Wednesday, August 9, 2017

Happy National Day!

 Unless you have tickets to the National Day Parade (distributed by lottery), the National Day celebrations here in Singapore are rather low-key compared to the United States.

My vision of what National Day would be: everyone would be in their red and white clothing, the National Day Songs playing on every corner.  Every so often, someone would shout, "Majulah!" (Onward!) and someone else would shout back, "Singapura!"  (The national anthem is Majulah Singapura, Onward Singapore.) Then everyone would high-five and wave their miniature Singapore flags. Later, at a hawker center, people would tell stories about the good old days with Prime Minister Lee Kuan Yew.

What National Day actually is: everyone wearing their regular clothes and going about their normal business.

(Actually, I was warned about this. I asked my former student Joe, who now lives here and is married to a Singaporean, what people did on National Day.  He said that I was already doing it by planning a weekend trip to Bangkok. :)  And that usually people would watch the parade on television.)

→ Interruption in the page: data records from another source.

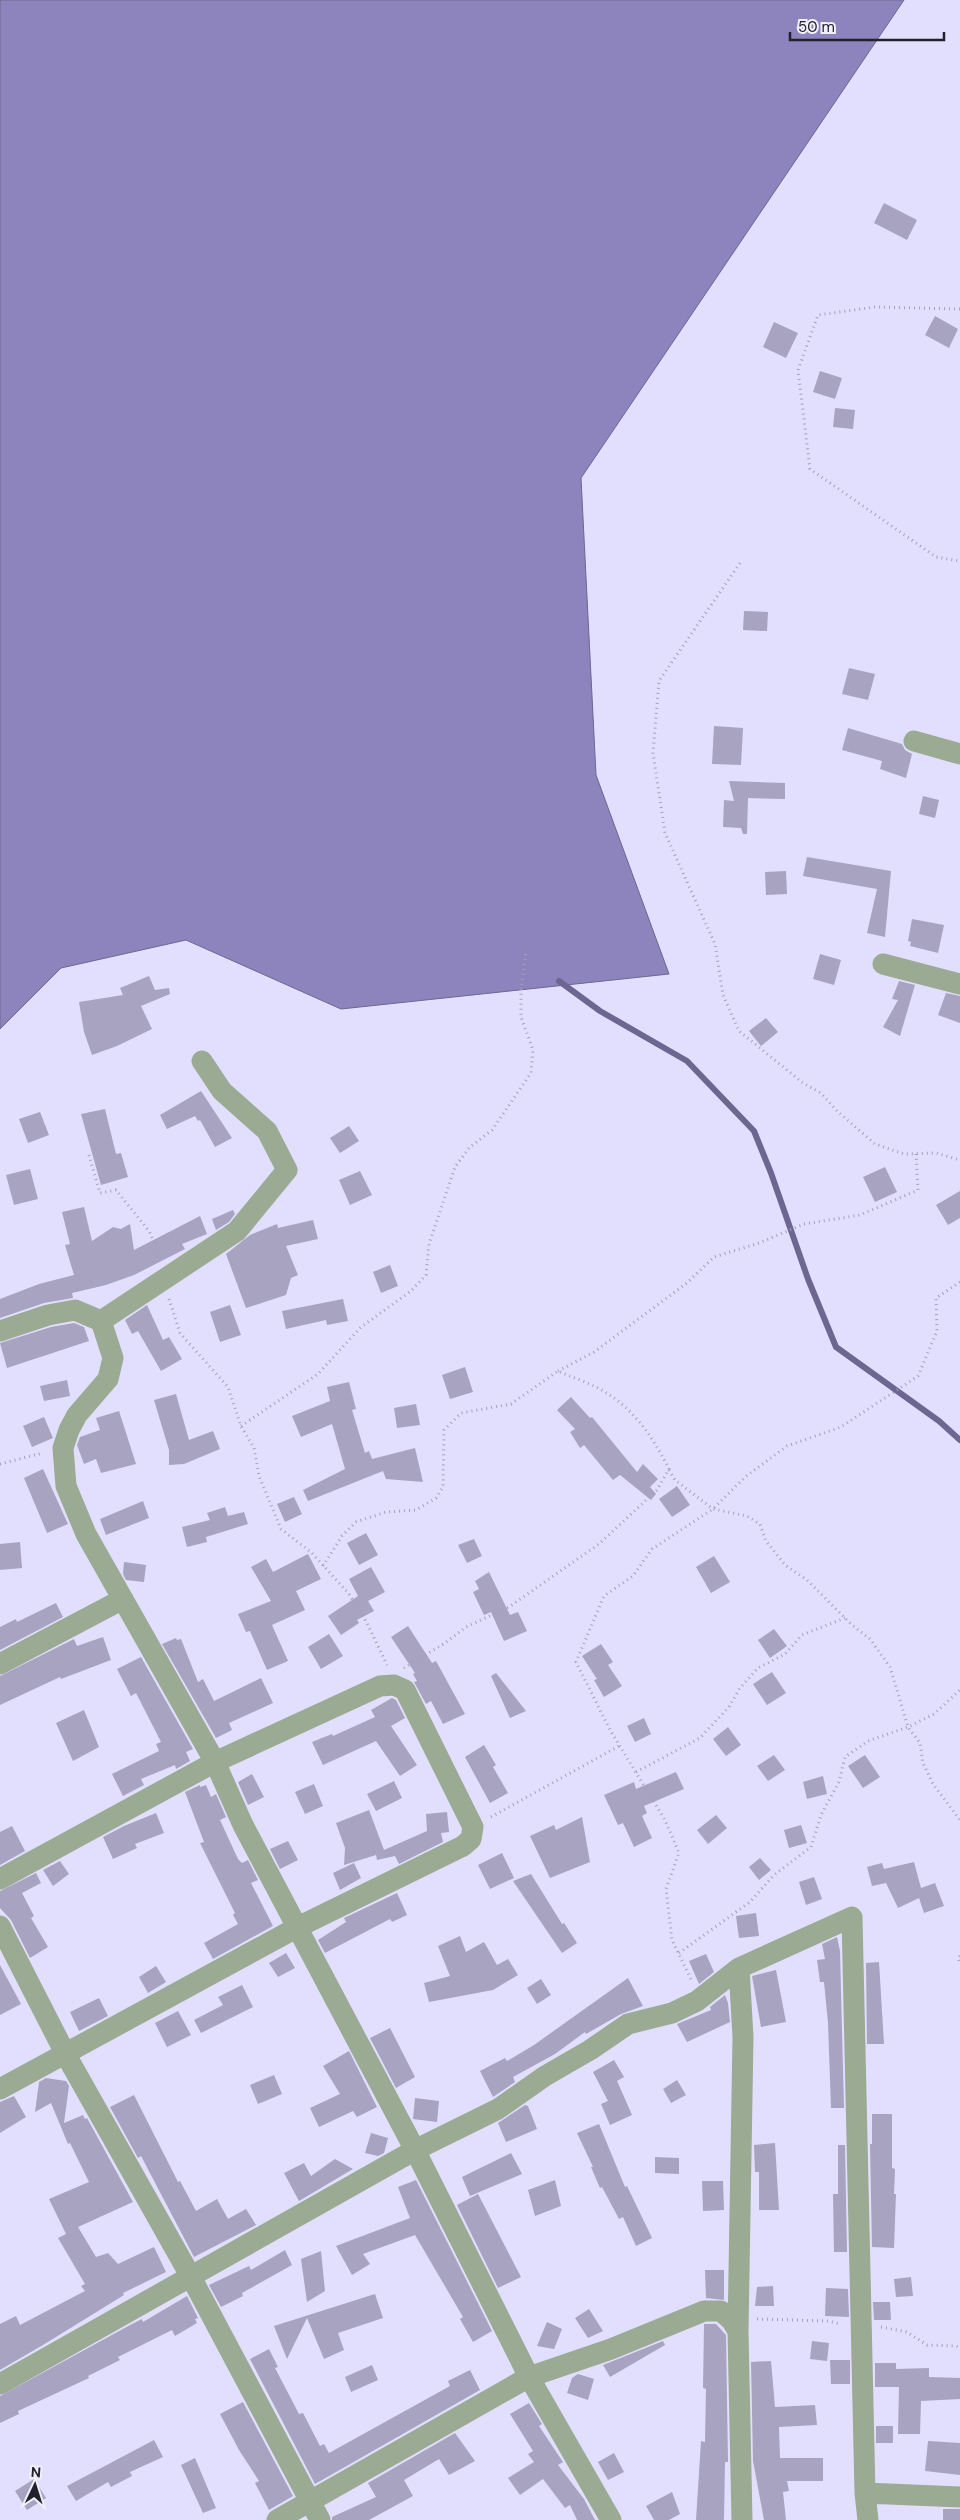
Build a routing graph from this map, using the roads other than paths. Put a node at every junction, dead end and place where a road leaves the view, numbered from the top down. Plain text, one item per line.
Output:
1 (914, 741) dead end
2 (960, 754) edge
3 (883, 964) dead end
4 (960, 984) edge
5 (202, 1061) dead end
6 (101, 1320) junction
7 (0, 1331) edge
8 (123, 1599) junction
9 (0, 1664) edge
10 (215, 1762) junction
11 (0, 1880) edge
12 (0, 1926) edge
13 (296, 1928) junction
14 (739, 1968) junction
15 (66, 2055) junction
16 (0, 2089) edge
17 (415, 2150) junction
18 (190, 2277) junction
19 (738, 2331) junction
20 (529, 2377) junction
21 (0, 2384) edge
22 (865, 2493) junction
23 (960, 2497) edge
24 (310, 2501) junction
25 (277, 2520) edge
26 (320, 2520) edge
27 (611, 2520) edge
28 (742, 2520) edge
29 (868, 2520) edge

1 - 2 street
3 - 4 street
5 - 6 street
6 - 7 street
6 - 8 street
8 - 9 street
8 - 10 street
10 - 11 street
10 - 13 street
10 - 13 street
12 - 15 street
13 - 15 street
13 - 17 street
14 - 17 street
14 - 19 street
14 - 22 street
15 - 16 street
15 - 18 street
17 - 18 street
17 - 20 street
18 - 21 street
18 - 24 street
19 - 20 street
19 - 28 street
20 - 24 street
20 - 27 street
22 - 23 street
22 - 29 street
24 - 25 street
24 - 26 street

To get more of the National Day spirit, I went to the celebrations at the National Musuem, which were pretty nice. They had free admission to all of the galleries (and it was neat to watch Lee Kuan Yew's speeches immediately after independence with a crowd of people). They also had craft stations for kids, some food stalls set up (and in true Singaporean fashion, these included Swiss raclette and Dutch mini-pancakes as well as more traditional choices like satay and prata), and an acapella group singing Singapore songs.

Your fun fact for the day: did you know that the "si" in Malaysia comes from Singapore?  Before the merger (which came before Singapore's independence), they were Malaya.

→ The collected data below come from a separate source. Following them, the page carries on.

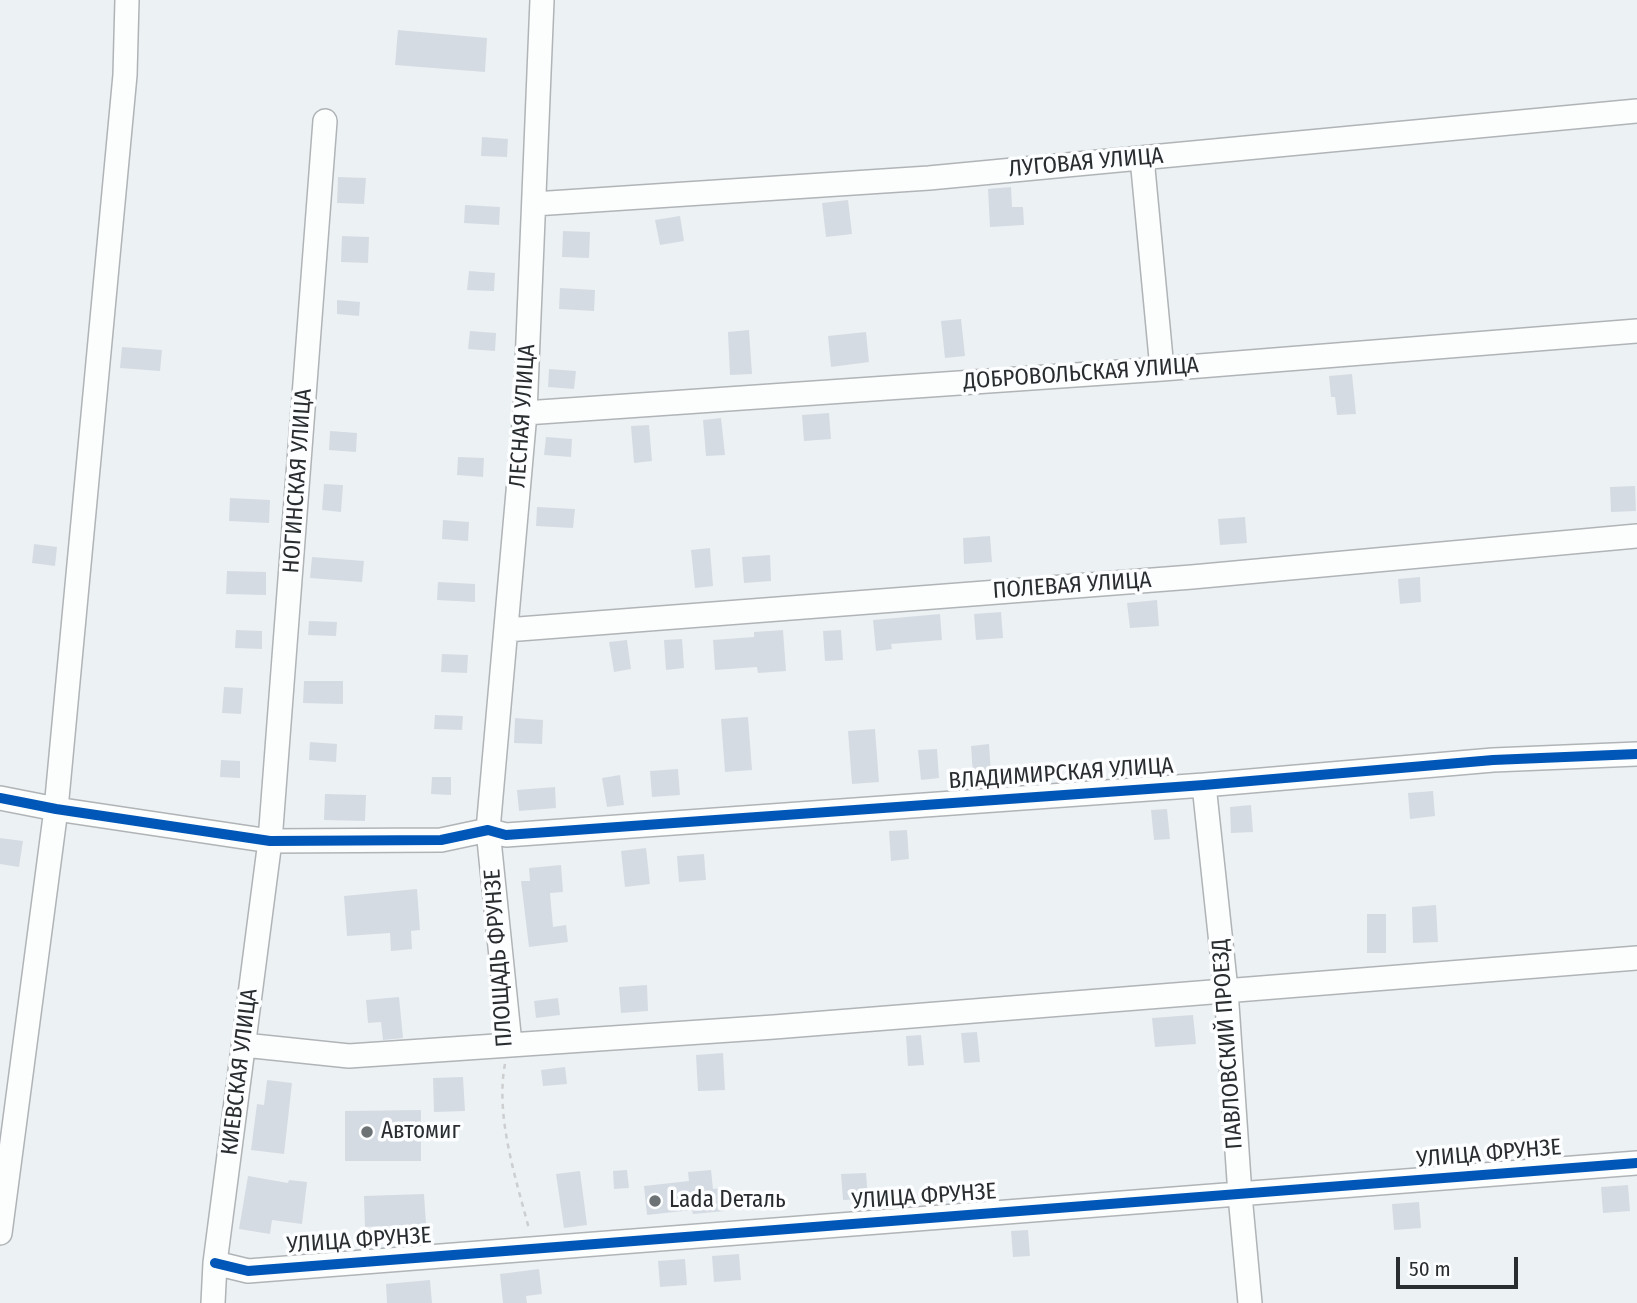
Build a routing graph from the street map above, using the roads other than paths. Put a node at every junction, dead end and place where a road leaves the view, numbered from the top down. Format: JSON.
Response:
{"nodes":[{"id":1,"x":127,"y":0,"type":"edge"},
{"id":2,"x":542,"y":0,"type":"edge"},
{"id":3,"x":1637,"y":111,"type":"edge"},
{"id":4,"x":325,"y":121,"type":"dead end"},
{"id":5,"x":1142,"y":158,"type":"junction"},
{"id":6,"x":534,"y":204,"type":"junction"},
{"id":7,"x":1637,"y":331,"type":"edge"},
{"id":8,"x":1162,"y":369,"type":"junction"},
{"id":9,"x":525,"y":413,"type":"junction"},
{"id":10,"x":1637,"y":536,"type":"edge"},
{"id":11,"x":506,"y":630,"type":"junction"},
{"id":12,"x":1637,"y":754,"type":"edge"},
{"id":13,"x":1204,"y":785,"type":"junction"},
{"id":14,"x":0,"y":798,"type":"edge"},
{"id":15,"x":56,"y":809,"type":"junction"},
{"id":16,"x":488,"y":830,"type":"junction"},
{"id":17,"x":270,"y":841,"type":"junction"},
{"id":18,"x":1637,"y":958,"type":"edge"},
{"id":19,"x":1226,"y":989,"type":"junction"},
{"id":20,"x":510,"y":1044,"type":"junction"},
{"id":21,"x":243,"y":1045,"type":"junction"},
{"id":22,"x":1637,"y":1163,"type":"edge"},
{"id":23,"x":1240,"y":1195,"type":"junction"},
{"id":24,"x":0,"y":1233,"type":"edge"},
{"id":25,"x":215,"y":1264,"type":"junction"},
{"id":26,"x":213,"y":1303,"type":"edge"},
{"id":27,"x":1250,"y":1303,"type":"edge"}],
"edges":[{"from":1,"to":15,"type":"street"},
{"from":2,"to":6,"type":"street","name":"ЛЕСНАЯ УЛИЦА"},
{"from":3,"to":5,"type":"street","name":"ЛУГОВАЯ УЛИЦА"},
{"from":4,"to":17,"type":"street","name":"НОГИНСКАЯ УЛИЦА"},
{"from":5,"to":6,"type":"street","name":"ЛУГОВАЯ УЛИЦА"},
{"from":5,"to":8,"type":"street"},
{"from":6,"to":9,"type":"street","name":"ЛЕСНАЯ УЛИЦА"},
{"from":7,"to":8,"type":"street","name":"ДОБРОВОЛЬСКАЯ УЛИЦА"},
{"from":8,"to":9,"type":"street","name":"ДОБРОВОЛЬСКАЯ УЛИЦА"},
{"from":9,"to":11,"type":"street","name":"ЛЕСНАЯ УЛИЦА"},
{"from":10,"to":11,"type":"street","name":"ПОЛЕВАЯ УЛИЦА"},
{"from":11,"to":16,"type":"street","name":"ЛЕСНАЯ УЛИЦА"},
{"from":12,"to":13,"type":"street","name":"ВЛАДИМИРСКАЯ УЛИЦА"},
{"from":13,"to":16,"type":"street","name":"ВЛАДИМИРСКАЯ УЛИЦА"},
{"from":13,"to":19,"type":"street","name":"ПАВЛОВСКИЙ ПРОЕЗД"},
{"from":14,"to":15,"type":"street","name":"ВЛАДИМИРСКАЯ УЛИЦА"},
{"from":15,"to":17,"type":"street","name":"ВЛАДИМИРСКАЯ УЛИЦА"},
{"from":15,"to":24,"type":"street"},
{"from":16,"to":17,"type":"street","name":"ВЛАДИМИРСКАЯ УЛИЦА"},
{"from":16,"to":20,"type":"street","name":"ПЛОЩАДЬ ФРУНЗЕ"},
{"from":17,"to":21,"type":"street","name":"КИЕВСКАЯ УЛИЦА"},
{"from":18,"to":19,"type":"street"},
{"from":19,"to":20,"type":"street"},
{"from":19,"to":23,"type":"street","name":"ПАВЛОВСКИЙ ПРОЕЗД"},
{"from":20,"to":21,"type":"street"},
{"from":21,"to":25,"type":"street","name":"КИЕВСКАЯ УЛИЦА"},
{"from":22,"to":23,"type":"street","name":"УЛИЦА ФРУНЗЕ"},
{"from":23,"to":25,"type":"street","name":"УЛИЦА ФРУНЗЕ"},
{"from":23,"to":27,"type":"street","name":"ПАВЛОВСКИЙ ПРОЕЗД"},
{"from":25,"to":26,"type":"street","name":"КИЕВСКАЯ УЛИЦА"}]}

This is Singapore's 52nd birthday, by the way. The children were very amused that their dad is older than Singapore. :)

(And regarding the bottom picture -- I don't know what instrument that guy was playing, but he was doing an impressive rendition of the Beatles' song Yesterday.)

Tuesday, August 8, 2017

A Few from the Phone

 Just a few miscellaneous pictures from my phone -- the top two are the kids at Camp Asia, the next is at the shopping center below our apartment building, and the three after that are at the Playzone at the apartment.  It has an outdoor play area (basketball court, mostly), a small video game area, and an inside play area.  The next one is Matthew trying a new dessert (which turned out to be too sweet even for him!)  The last one is also at the apartment play area with their new friend Youssef -- we sat next to his family at breakfast one morning and the boys bonded over their common love of Minecraft.  They ended up playing together a few times before they left.  (Youssef and his family have been living in Singapore for the past five years, but now they're returning to London, where his mom grew up.)

Monday, August 7, 2017

Civic Outdoor Festival

 Many years ago when I was traveling to London, my undergraduate advisor told me to get a copy of Time Out magazine to find out about all the events going on in the city.  That turned out to be good advice even now.  I checked the Time Out website and found out about the Civic Outdoor Festival.  As soon as I saw that it involved "giant inflatable rabbits", I knew I had to go!  :)  (Interestingly, it turns out that the giant rabbits had also been at the North Carolina Museum of Art, but we didn't see them there.)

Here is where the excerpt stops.